Meeting a new place is a lot like meeting a new person. You observe. You read their signals. You make judgements. You can’t help it, it’s just how we all process new information. As a travel writer, I try to be objective about every place I go. Some places can be boring, lame, or scary. Or are they? If I come across a city that I just don’t like, I have to wonder, is it the place or is it me?
Paris Makes Me Cry
When I was 10, my parents took my sister and I on the 1980’s equivalent of the Grand Tour. Dad was working at the stock exchange in London, so we came after his business trip. Part of that trip was Paris, and it just happened to be for my 11th birthday.
When we arrived in Paris, my dad went to find a hotel at the train station desk, which was just what you did in the olden days. He found one at a good price…that ended up being over a sex shop in Pigalle. These days Pigalle is a little seedy but in 1985 it was genuinely scary. I remember my mom walking out of the bathroom in that hotel just laughing to herself. She said, “I’m going to let you discover how to flush THAT toilet.”
Paris was not as clean in those days as it is now. Monuments were dirty. The air was polluted. We went to see the Eiffel Tower from Trocadero, and I was mobbed by a bunch of ragged kids my own age, shoving newspapers at me. I was a kid from a nice beach town near LA, I’d never seen poverty like that in my life. But there I was, and the kids opened my purse to grab what they could (which was pretty much nothing, I was 11 after all).

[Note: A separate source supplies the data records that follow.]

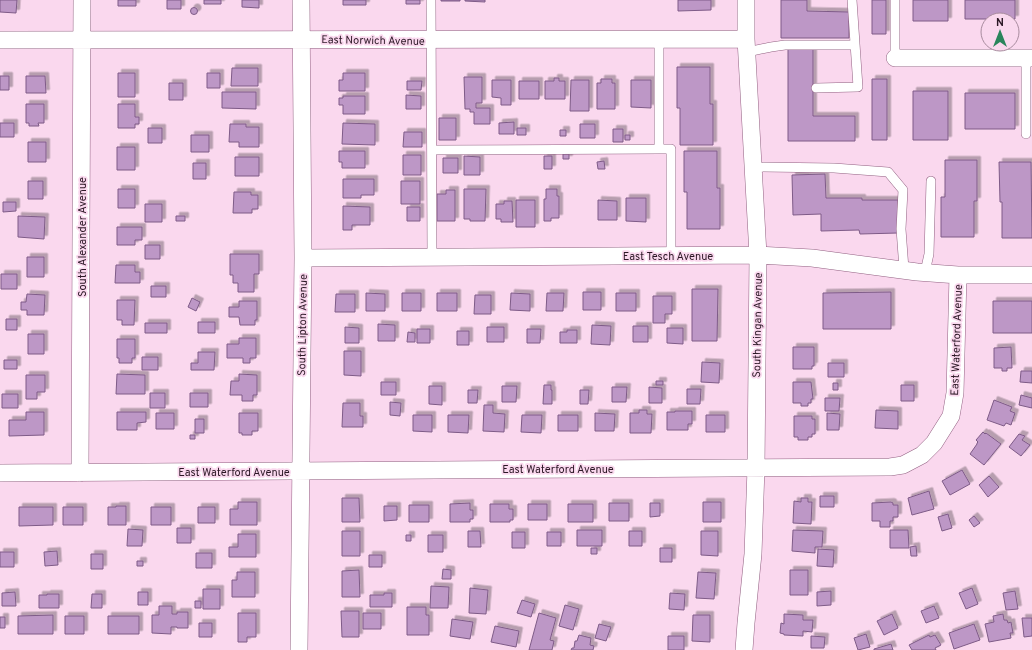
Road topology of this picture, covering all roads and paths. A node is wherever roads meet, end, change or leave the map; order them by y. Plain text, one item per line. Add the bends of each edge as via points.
1 (82, 0) edge
2 (301, 0) edge
3 (431, 0) edge
4 (746, 0) edge
5 (852, 0) edge
6 (895, 0) edge
7 (301, 39) junction
8 (660, 39) junction
9 (0, 40) edge
10 (82, 40) junction
11 (431, 40) junction
12 (746, 45) junction
13 (855, 45) junction
14 (895, 58) joint
15 (1029, 58) edge
16 (816, 88) dead end
17 (1026, 134) dead end
18 (660, 149) junction
19 (432, 150) junction
20 (753, 167) junction
21 (931, 181) dead end
22 (758, 255) junction
23 (671, 256) junction
24 (432, 257) junction
25 (303, 258) junction
26 (904, 269) junction
27 (925, 272) junction
28 (958, 274) junction
29 (1032, 274) edge
30 (756, 468) junction
31 (300, 472) junction
32 (0, 473) edge
33 (80, 473) junction
34 (299, 650) edge
35 (744, 650) edge

1 - 10 street, South Alexander Avenue
2 - 7 street, South Lipton Avenue
3 - 11 lane
4 - 12 street, South Kingan Avenue
5 - 13 lane
6 - 14 lane
7 - 10 street, East Norwich Avenue
7 - 11 street, East Norwich Avenue
7 - 25 street, South Lipton Avenue
8 - 11 street, East Norwich Avenue
8 - 12 street, East Norwich Avenue
8 - 18 lane
9 - 10 street, East Norwich Avenue
10 - 33 street, South Alexander Avenue
11 - 19 lane
12 - 13 lane
12 - 20 street, South Kingan Avenue
13 - 16 lane via 858,87
14 - 15 street
15 - 17 lane
18 - 19 lane
18 - 23 lane via 671,149
19 - 24 lane
20 - 22 street, South Kingan Avenue
20 - 26 lane via 888,172 903,190 901,229
21 - 27 lane via 929,254
22 - 23 street, East Tesch Avenue
22 - 26 street, East Tesch Avenue via 812,258
22 - 30 street, South Kingan Avenue
23 - 24 street, East Tesch Avenue
24 - 25 street, East Tesch Avenue
25 - 31 street, South Lipton Avenue
26 - 27 street, East Tesch Avenue
27 - 28 street, East Tesch Avenue
28 - 29 street, East Tesch Avenue
28 - 30 street, East Waterford Avenue via 955,393 951,416 934,443 922,455 903,465 890,467
30 - 31 street, East Waterford Avenue
30 - 35 street, South Kingan Avenue via 754,554
31 - 33 street, East Waterford Avenue
31 - 34 street, South Lipton Avenue
32 - 33 street, East Waterford Avenue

Everything about Paris disgusted me, it was terrifying and dirty. I spent my 11th birthday crying on top of the Eiffel Tower, just begging to go home to have a normal birthday like other kids. My dad tried to console me by taking us out for pizza, which will live in infamy as the worst pizza I’ve ever eaten. Paris sucked.
For years after that, I had no desire to return to Paris, or even France for that matter. When I returned as a backpacker at 20, I spent less than two days, leaving early after being charged $5 for a bottle of water at a Parisian cafe. That may seem like a minor incident but it was pretty major when my whole weekly food budget was $20.
Paris had confirmed that it was terrible. It wasn’t until I started tour guiding that I was forced to give it another chance. I stayed in a better neighborhood. I ate actual French food. I met locals. I tried the language. I still suck at French but you’d be surprised how delighted they are when you try. I needed to love Paris because if I didn’t, I had no business guiding here. And eventually, the City of Light and I clicked.
I am in Paris right now and would really like to consider living here. I love the pace and the quality of life. The recliners in the Tuileries. The cafe chairs lined up facing the street for better people watching. Stinky cheese shops. Cheap rosé being sold by guys with ice buckets on the Champ du Mars. How did I ever dislike this place? It’s gorgeous!
That’s the thing, sometimes it isn’t the place, it’s you.
I’m thinking about that this week because I just went to Malta for the first time. Everyone, but everyone, loves Malta. Beaches, museums, sunshine, and English spoken everywhere! I wanted to check it out to consider adding it to the Sicily book next year, but also wanted to unwind a bit and have some alone time.
So….I didn’t like Malta. It’s pretty, that’s true. But Sicily is prettier. It felt overdeveloped in many places and lacked charm. Tourism is a major industry for them and I could feel that. The food was mostly expensive and mediocre.
After four days there, I’m thinking about it still. There was so much I should have liked. But it was hot. Not just a tad warm, but blazingly hot and humid, the kind of heat that melts you to your core and you can’t cool down. I’m pretty sure I had heatstroke two of the four days.
I was there to have some “Me Time” but I was lonely. I missed my kids. I wanted to have someone to chat with and visit the museums with. I tend to be a lone wolf but on that visit I would have liked to have had a companion. It was hard to get to know the locals because almost everyone I met was from somewhere else, so I couldn’t really connect to the local people there either. It was isolating.
My frame of mind was just not ideal for meeting this new destination. I don’t know, but maybe I’d enjoy Malta under different circumstances. I’ll keep working through my thoughts about Malta and write up a quick report to share with you soon.
The point is, I’m trying to learn from my own experiences. Rather than label something as bad, perhaps analyzing myself first is a better idea. Paris had to grow on me, maybe Malta is the same, because it was me, not them, all along. Self examination can really be a useful approach for everything in travel.
My employer has a great way of phrasing it, and that’s what I’ll leave you with: maybe, if it’s not to your liking, change your liking.